Screenplay Renzil D’Silva & Rakeysh Mehra
Music A.R. Rehman
Producer Rakeysh Mehra
With Amir Khan, Sidharth Suryanarayan, Sharman Joshi, Kunal Kapoor, Atul Kulkarni, Soha Ali Khan, Madhavan, Alice Patten

Lage Raho Munnabhai
Lage Raho Munnabhai
Director Rajkumar Hirani
Screenplay Vidhu Vinod Chopra & Rajkumar Hirani
Music Shantanu Moitra
Producer Vidhu Vinod Chopra
With Sanjay Dutt, Arshad Warsi, Vidya Balan, Boman Irani, Dilip Prabhavalkar

Rang De Basanti [Color it Yellow] — A Generation Awakens and Lage Raho Munnabhai [Carry on Munnabhai], two films released this year to considerable popular acclaim, were also this year’s Oscar contenders.  Rang de Basanti was the official entry from India while the producers of Lage Raho Munnabhai had the confidence of popular support to enter it as a private contestant.  But it is not Oscar dreams (now dashed) alone that these films have in common.  The films have been considered together by commentators because both of them engage with “characters” from another narrative, that of the freedom struggle.  Rang De Basanti recruits Bhagat Singh, the young revolutionary who was hanged by the British at the age of 23, while Lage Raho Munnabhai calls upon Mahatma Gandhi, the leader of the national movement for independence.  In recent years, filmmakers have again and again visited the site of the freedom struggle and brought to screen the events and personalities associated with that moment.  What make these most recent attempts different from the earlier ones is that both the films are located squarely in the present with contemporary characters who are inspired by Bhagat Singh and Mahatma Gandhi respectively.  Thus there is an obvious effort at interpreting the words and actions of these figures from the past in the context of contemporary reality

Bhagat Singh, a young revolutionary, was influenced by the Russian revolution and Communist ideology.  He and his comrade Batukeshwar Dutt were tried for throwing bombs in the assembly.  The bombs were only meant to make a noise with the aim of drawing attention to and protest against the passing of two bills — the Trade Dispute bill and the Public Safety bill — that would severely curtail the rights of workers to strike and protest.  After throwing the bombs, they stood their ground distributing pamphlets and courted arrest.  In the course of this trial, Bhagat Singh’s involvement in the murder of Saunders, a British officer, was revealed, and he was hanged, along with his comrades Sukhdeo and Rajguru.  Mahatma Gandhi, the leader of the Congress Party that was at the forefront of the struggle for independence, inspired a generation with his ideas and practice of non-violence as a tool of resistance to the British rule.  Popular imagination has often perceived these two figures as opposites, without fully understanding their real ideological differences.  During the last few decades, with the ascendancy of militant Hindu Right, Gandhi’s politics of non-violence and Satyagraha (insistence on truth) has increasingly come under disrepute as effeminate, and Bhagat Singh’s young passion divested of its ideological moorings has been seen as a manly antidote.  In short, regrettably, a simple dichotomy of violence and non-violence has become popularly equated with the difference between these two.  Therefore, the fact that both Rang de Basanti and Lage Raho Munnabhai were enthusiastically received by the same audience despite the two films apparently containing opposed messages is surprising and reason to look closely at the “messages” and their politics.

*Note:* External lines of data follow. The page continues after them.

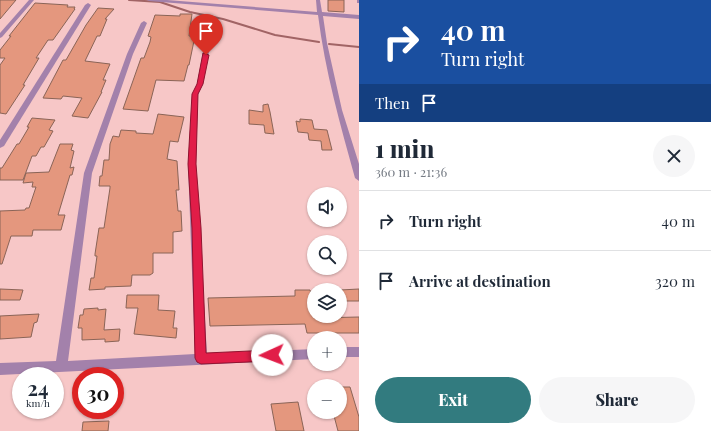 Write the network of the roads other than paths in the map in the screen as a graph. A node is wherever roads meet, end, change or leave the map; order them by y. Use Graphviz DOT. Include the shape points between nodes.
graph roads {
  1 [pos="32,0"];
  2 [pos="149,0"];
  3 [pos="247,0"];
  4 [pos="318,0"];
  5 [pos="185,1"];
  6 [pos="88,5"];
  7 [pos="244,7"];
  8 [pos="320,14"];
  9 [pos="359,17"];
  10 [pos="144,23"];
  11 [pos="208,25"];
  12 [pos="0,36"];
  13 [pos="0,146"];
  14 [pos="359,178"];
  15 [pos="347,352"];
  16 [pos="359,352"];
  17 [pos="307,354"];
  18 [pos="201,358"];
  19 [pos="61,367"];
  20 [pos="0,369"];
  21 [pos="12,369"];
  1 -- 12 [label="street"];
  2 -- 5 [label="street"];
  3 -- 7 [label="street"];
  4 -- 8 [label="street"];
  5 -- 7 [label="street"];
  6 -- 13 [label="street"];
  7 -- 8 [label="street"];
  8 -- 9 [label="street"];
  8 -- 14 [label="street" via="339,110"];
  10 -- 19 [label="street" via="130,54 88,173"];
  11 -- 18 [label="street" via="208,40 200,84 195,94 192,164"];
  15 -- 16 [label="street"];
  17 -- 18 [label="street"];
  18 -- 19 [label="street"];
  20 -- 21 [label="street"];
}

The pre-release publicity of Rakyesh Mehra’s Rang de Basanti — A Generation Awakens had hinted at the theme of youth as architects of change.  The film traces the transformation of a gang of friends from carefree, bohemian, disillusioned “good for nothings” to people who sacrifice their lives for a cause.  This transformation is the result of their participation as actors in a film on the life of Bhagat Singh.  Sue (Alice Patten), an English girl, comes to India to make a documentary on the lives of the Indian revolutionaries with a script based on a diary kept by her grandfather James McHeneley, who served as a superintendent in a jail where Bhagat Singh and his comrades were imprisoned.  After initial resistance, (the result of their inability to understand or identify with Bhagat Singh’s commitment), the youngsters agree to play the characters in Sue’s film mainly because Daljeet or DJ  (Amir Khan) has taken a fancy to Sue and is able to convince his friends.  DJ himself plays Chandrashekar Azad, while Karan Singhania (Sidharth Suryanarayan), an alienated son of his rich industrialist father, plays Bhagat Singh, Aslam (Kunal Kapoor) plays Ashfaqullah Khan, Sukhi (Sharman Joshi) plays Rajguru, Laxman Pande (Atul Kulkarni) plays Ramprasad Bismil, and Sonia (Soha Ali Khan) plays Durga Bhabi.  Throughout the film, Sue’s documentary  (which is nothing like a documentary she claims to be making but a regular fictionalized feature) inter-cuts with the main story line of DJ and his friends and is distinguished from it by its sepia tones, thus continually juxtaposing the present-day Indian youth with the young revolutionaries of the past.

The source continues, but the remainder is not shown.